Exercise brief:
Once the line with "Write the network" is found, return it along with every line after it, exactly, through the end of the material.

Provided data:
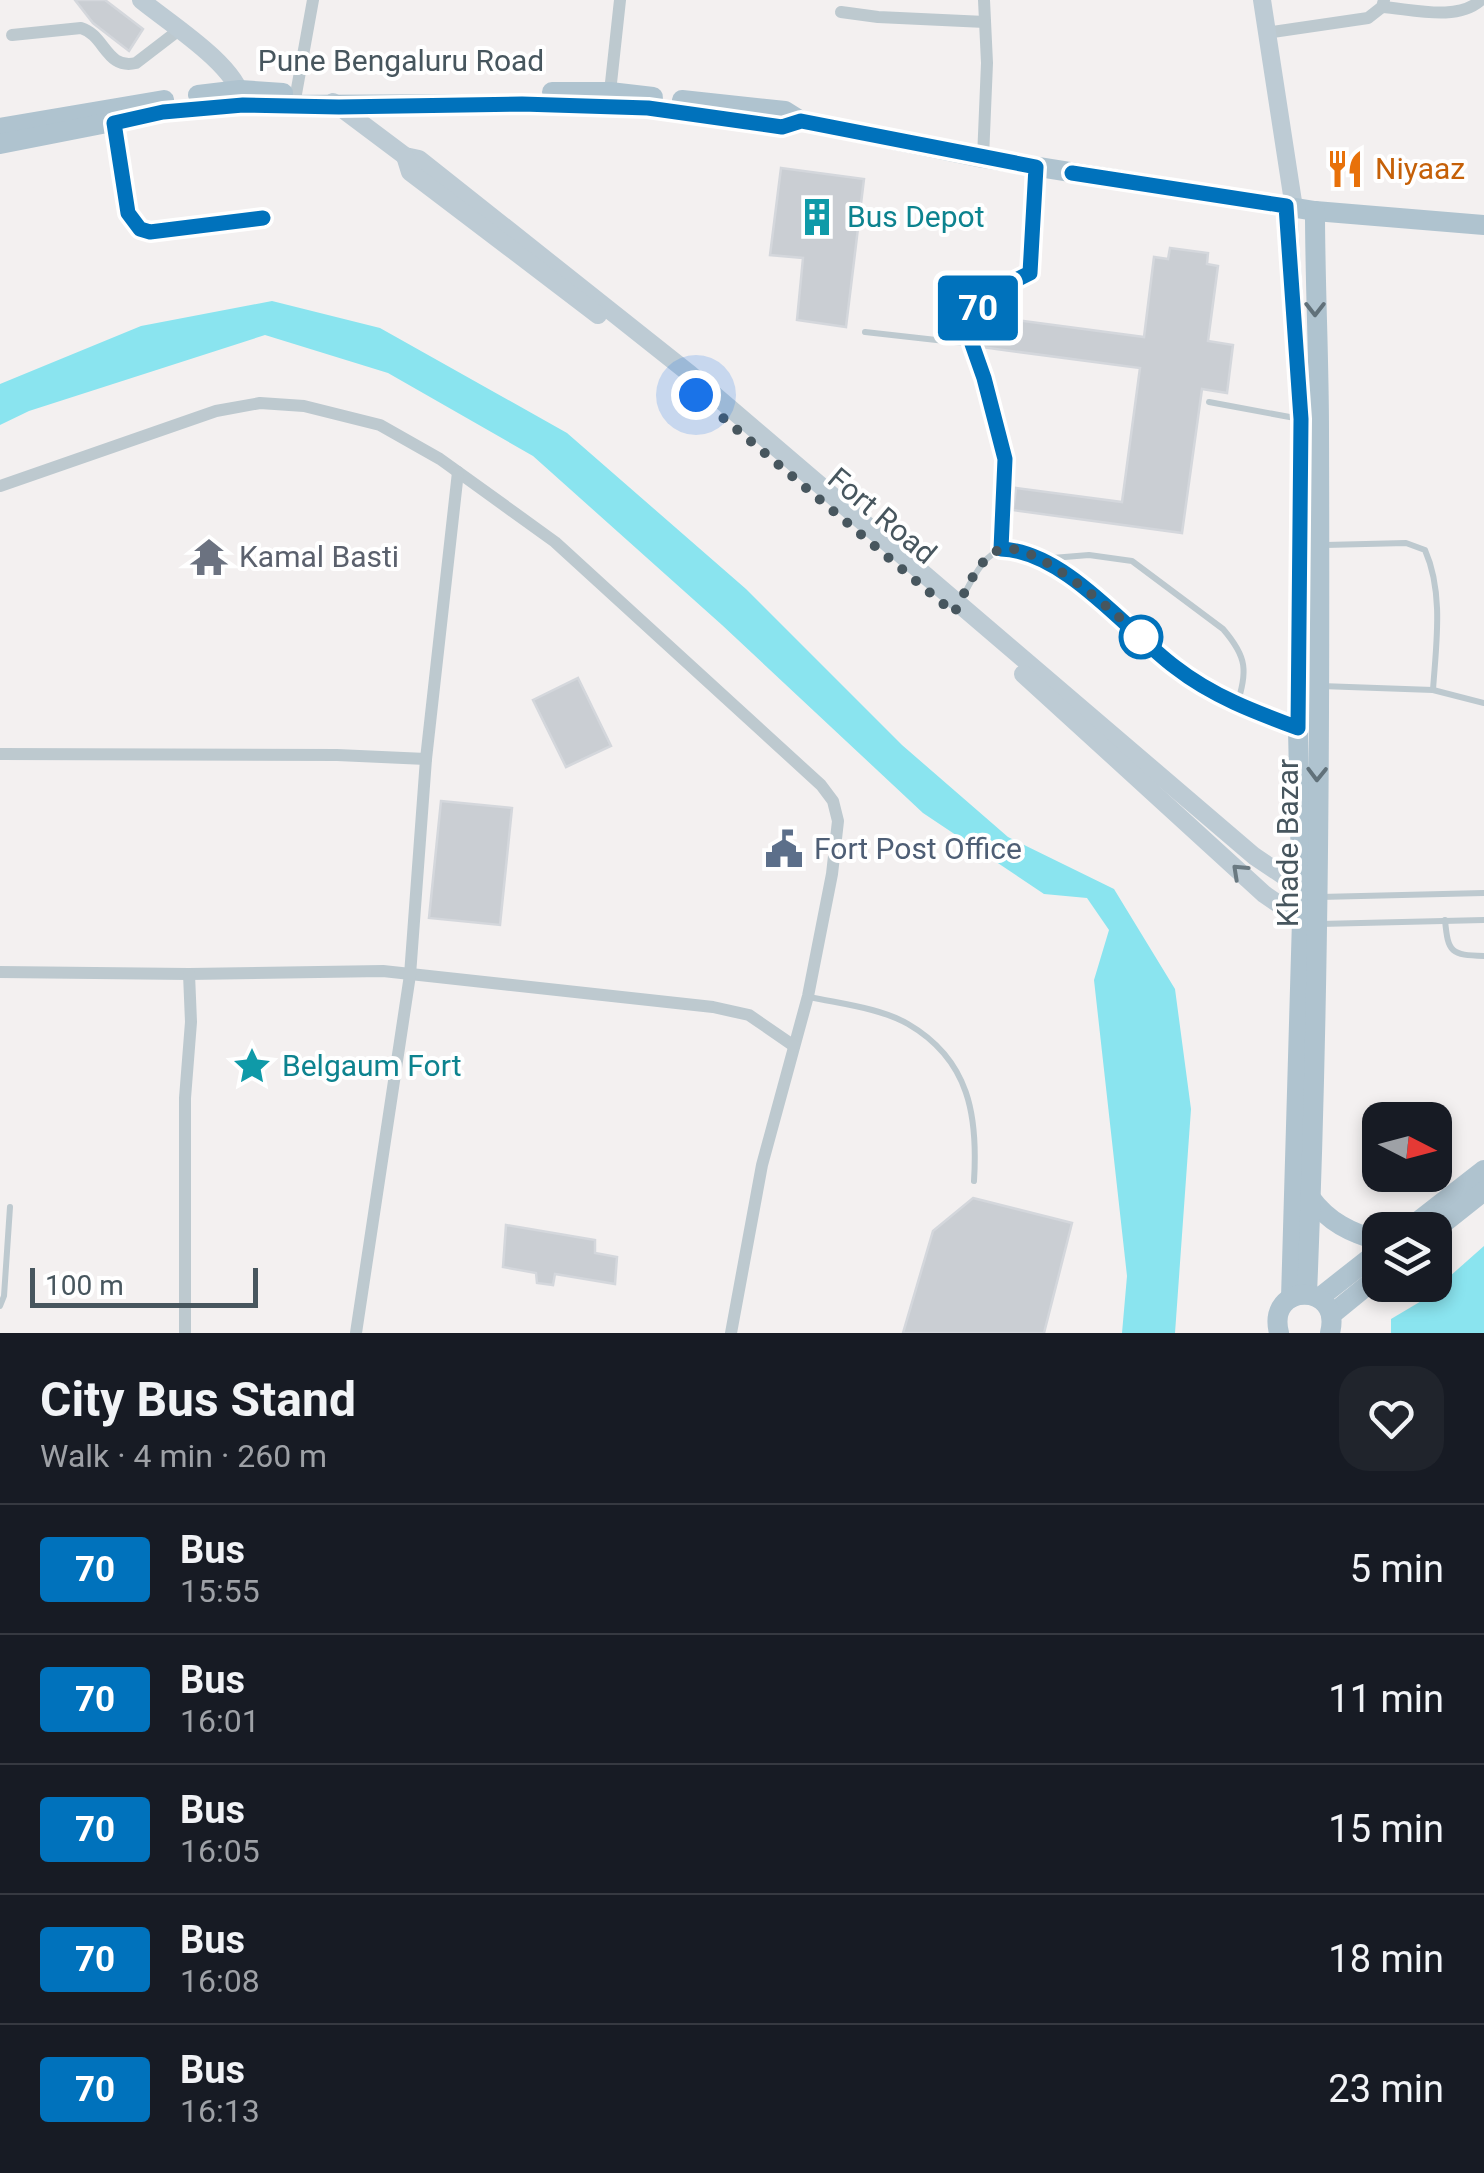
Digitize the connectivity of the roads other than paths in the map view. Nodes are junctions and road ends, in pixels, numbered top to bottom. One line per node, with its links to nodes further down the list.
1 (141, 0): 10 (main road)
2 (312, 0): 14 (street)
3 (620, 0): 13 (street)
4 (984, 0): 9 (street)
5 (1262, 0): 11 (main road, Khade Bazar)
6 (1481, 0): 7 (street)
7 (1383, 3): 11 (street)
8 (841, 12): 9 (street)
9 (984, 22): 21 (street)
10 (178, 30): 12 (street); 15 (main road)
11 (1266, 33): 23 (main road, Khade Bazar)
12 (12, 36)
13 (610, 92): 16 (main road, Pune Bengaluru Road); 17 (main road, Pune Bengaluru Road)
14 (296, 94): 15 (main road, Pune Bengaluru Road); 16 (main road, Pune Bengaluru Road)
15 (242, 98): 16 (main road); 18 (main road); 19 (main road, Pune Bengaluru Road)
16 (332, 101): 17 (main road); 35 (main road, Fort Road)
17 (801, 121): 21 (main road)
18 (114, 123): 20 (main road); 24 (street)
19 (0, 128)
20 (0, 144)
21 (983, 158): 22 (main road)
22 (1036, 167): 23 (main road); 27 (lane)
23 (1298, 208): 25 (main road); 29 (main road); 32 (main road, Khade Bazar, one-way to 32)
24 (263, 218)
25 (1484, 226)
26 (864, 332): 27 (lane)
27 (972, 344): 33 (lane)
28 (1208, 402): 29 (lane)
29 (1301, 419): 40 (main road)
30 (458, 472): 31 (street); 42 (street); 52 (street)
31 (0, 486)
32 (1318, 546): 36 (main road, Khade Bazar); 37 (lane)
33 (1001, 549): 34 (lane); 35 (lane)
34 (1038, 559): 39 (lane); 39 (lane)
35 (957, 608): 43 (main road, Fort Road); 47 (main road, Fort Road, one-way to 35)
36 (1320, 686): 37 (lane); 43 (main road, Khade Bazar, one-way to 43)
37 (1433, 690): 38 (lane)
38 (1484, 703)
39 (1237, 706): 40 (lane)
40 (1298, 728): 43 (main road)
41 (0, 754): 42 (street)
42 (426, 759): 51 (street)
43 (1310, 893): 44 (lane); 47 (main road, Khade Bazar)
44 (1484, 893)
45 (1446, 920): 46 (lane); 47 (lane); 48 (lane)
46 (1484, 920)
47 (1310, 922): 57 (main road, Khade Bazar); 65 (main road)
48 (1484, 956)
49 (0, 972): 50 (street)
50 (190, 974): 51 (street); 67 (street)
51 (410, 975): 53 (street); 68 (street)
52 (808, 996): 53 (street); 55 (lane)
53 (794, 1046): 69 (street)
54 (1484, 1170): 59 (main road)
55 (974, 1181)
56 (1484, 1192): 60 (main road)
57 (1310, 1197): 61 (main road); 65 (main road, Khade Bazar)
58 (10, 1207): 64 (lane)
59 (1430, 1212)
60 (1452, 1217)
61 (1362, 1234)
62 (1362, 1266): 65 (main road)
63 (1362, 1284): 65 (main road)
64 (0, 1306)
65 (1316, 1308): 66 (main road)
66 (1273, 1330)
67 (185, 1333)
68 (356, 1333)
69 (731, 1333)

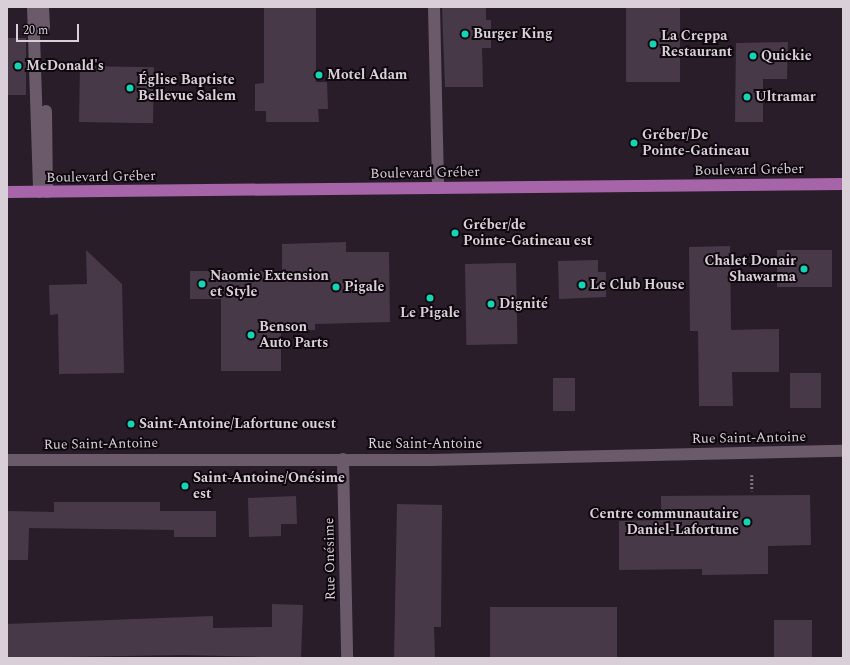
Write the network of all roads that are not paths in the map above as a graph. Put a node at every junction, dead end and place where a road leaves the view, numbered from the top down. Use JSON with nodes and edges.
{"nodes":[{"id":1,"x":33,"y":7,"type":"edge"},
{"id":2,"x":43,"y":7,"type":"edge"},
{"id":3,"x":434,"y":7,"type":"edge"},
{"id":4,"x":843,"y":184,"type":"edge"},
{"id":5,"x":438,"y":188,"type":"junction"},
{"id":6,"x":7,"y":192,"type":"edge"},
{"id":7,"x":43,"y":192,"type":"junction"},
{"id":8,"x":843,"y":451,"type":"edge"},
{"id":9,"x":343,"y":459,"type":"junction"},
{"id":10,"x":7,"y":460,"type":"edge"},
{"id":11,"x":347,"y":658,"type":"edge"}],
"edges":[{"from":1,"to":7,"type":"street"},
{"from":2,"to":7,"type":"street"},
{"from":3,"to":5,"type":"street"},
{"from":4,"to":5,"type":"main road","name":"Boulevard Gréber"},
{"from":5,"to":7,"type":"main road","name":"Boulevard Gréber"},
{"from":6,"to":7,"type":"main road","name":"Boulevard Gréber"},
{"from":8,"to":9,"type":"street","name":"Rue Saint-Antoine"},
{"from":9,"to":10,"type":"street","name":"Rue Saint-Antoine"},
{"from":9,"to":11,"type":"street","name":"Rue Onésime"}]}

Result:
Write the network of all roads that are not paths in the map above as a graph. Put a node at every junction, dead end and place where a road leaves the view, numbered from the top down. Use JSON with nodes and edges.
{"nodes":[{"id":1,"x":33,"y":7,"type":"edge"},
{"id":2,"x":43,"y":7,"type":"edge"},
{"id":3,"x":434,"y":7,"type":"edge"},
{"id":4,"x":843,"y":184,"type":"edge"},
{"id":5,"x":438,"y":188,"type":"junction"},
{"id":6,"x":7,"y":192,"type":"edge"},
{"id":7,"x":43,"y":192,"type":"junction"},
{"id":8,"x":843,"y":451,"type":"edge"},
{"id":9,"x":343,"y":459,"type":"junction"},
{"id":10,"x":7,"y":460,"type":"edge"},
{"id":11,"x":347,"y":658,"type":"edge"}],
"edges":[{"from":1,"to":7,"type":"street"},
{"from":2,"to":7,"type":"street"},
{"from":3,"to":5,"type":"street"},
{"from":4,"to":5,"type":"main road","name":"Boulevard Gréber"},
{"from":5,"to":7,"type":"main road","name":"Boulevard Gréber"},
{"from":6,"to":7,"type":"main road","name":"Boulevard Gréber"},
{"from":8,"to":9,"type":"street","name":"Rue Saint-Antoine"},
{"from":9,"to":10,"type":"street","name":"Rue Saint-Antoine"},
{"from":9,"to":11,"type":"street","name":"Rue Onésime"}]}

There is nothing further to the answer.